--- TASK INPUT ---

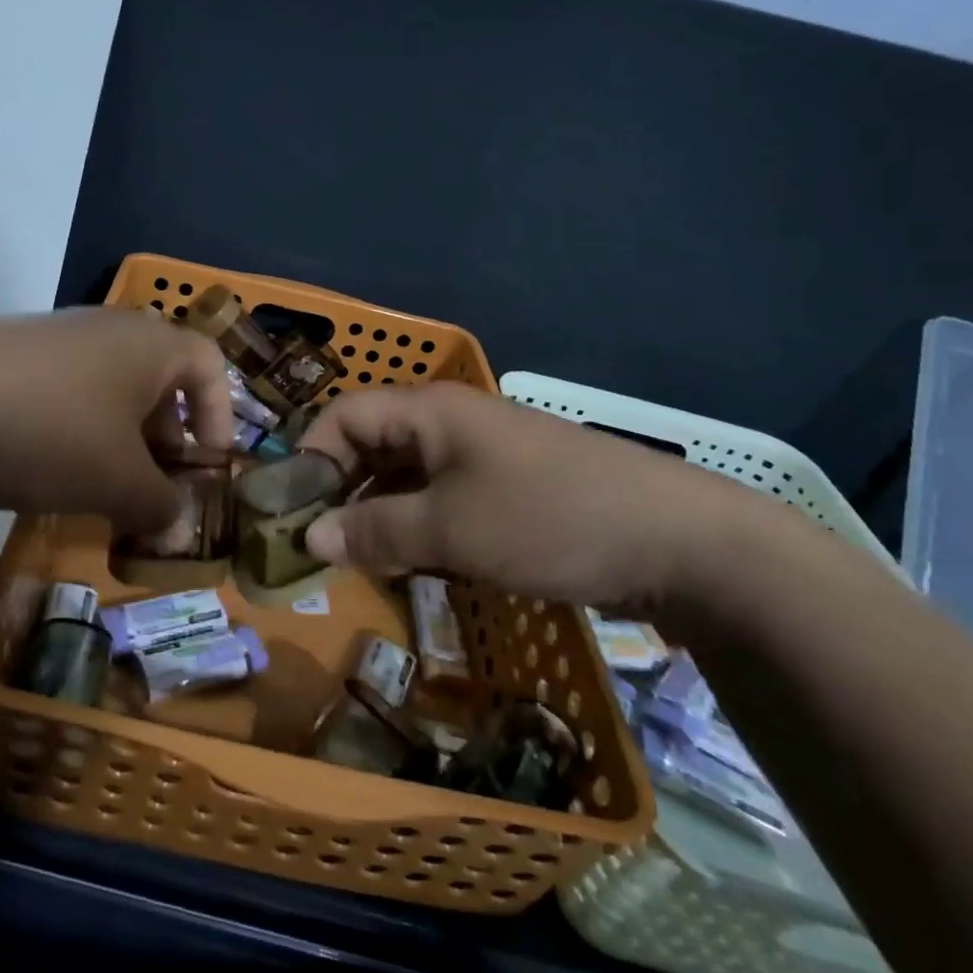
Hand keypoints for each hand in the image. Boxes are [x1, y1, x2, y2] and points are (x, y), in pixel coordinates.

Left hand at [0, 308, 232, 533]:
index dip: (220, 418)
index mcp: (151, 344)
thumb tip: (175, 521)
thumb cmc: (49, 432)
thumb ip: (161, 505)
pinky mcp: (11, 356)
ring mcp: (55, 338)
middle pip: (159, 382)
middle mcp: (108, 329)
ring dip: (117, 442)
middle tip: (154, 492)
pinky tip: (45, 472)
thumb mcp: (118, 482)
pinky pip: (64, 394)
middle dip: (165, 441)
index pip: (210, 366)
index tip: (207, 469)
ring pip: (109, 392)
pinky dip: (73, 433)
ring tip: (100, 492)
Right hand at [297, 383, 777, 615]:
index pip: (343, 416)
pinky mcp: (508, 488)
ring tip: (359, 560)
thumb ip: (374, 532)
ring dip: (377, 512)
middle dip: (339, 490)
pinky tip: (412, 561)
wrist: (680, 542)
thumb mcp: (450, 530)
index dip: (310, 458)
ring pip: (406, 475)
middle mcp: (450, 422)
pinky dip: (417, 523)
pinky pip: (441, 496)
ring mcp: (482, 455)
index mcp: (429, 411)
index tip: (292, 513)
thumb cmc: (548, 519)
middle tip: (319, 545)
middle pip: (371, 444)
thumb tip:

---

REQUIRED WORK: Retype all entries exactly as they appear, dropping the images.

TASK ANSWER:
Hand keypoints for each hand in the image. Boxes are [x1, y1, x2, y2] and points are (x, y), in pixel coordinates.

Left hand at [0, 308, 232, 533]:
index dip: (220, 418)
index mcp: (151, 344)
thumb tip: (175, 521)
thumb cmc: (49, 432)
thumb ip: (161, 505)
pinky mcp: (11, 356)
ring mcp: (55, 338)
middle pip: (159, 382)
middle mcp: (108, 329)
ring dip: (117, 442)
middle tip: (154, 492)
pinky tip: (45, 472)
thumb mcp: (118, 482)
pinky pip: (64, 394)
middle dip: (165, 441)
index pip: (210, 366)
index tip: (207, 469)
ring pip: (109, 392)
pinky dip: (73, 433)
ring tip: (100, 492)
Right hand at [297, 383, 777, 615]:
index pip: (343, 416)
pinky mcp: (508, 488)
ring tip: (359, 560)
thumb ip: (374, 532)
ring dip: (377, 512)
middle dip: (339, 490)
pinky tip: (412, 561)
wrist: (680, 542)
thumb mcp: (450, 530)
index dip: (310, 458)
ring pip: (406, 475)
middle mcp: (450, 422)
pinky dip: (417, 523)
pinky pip: (441, 496)
ring mcp: (482, 455)
index mcp: (429, 411)
index tip: (292, 513)
thumb cmc: (548, 519)
middle tip: (319, 545)
middle pip: (371, 444)
thumb tip:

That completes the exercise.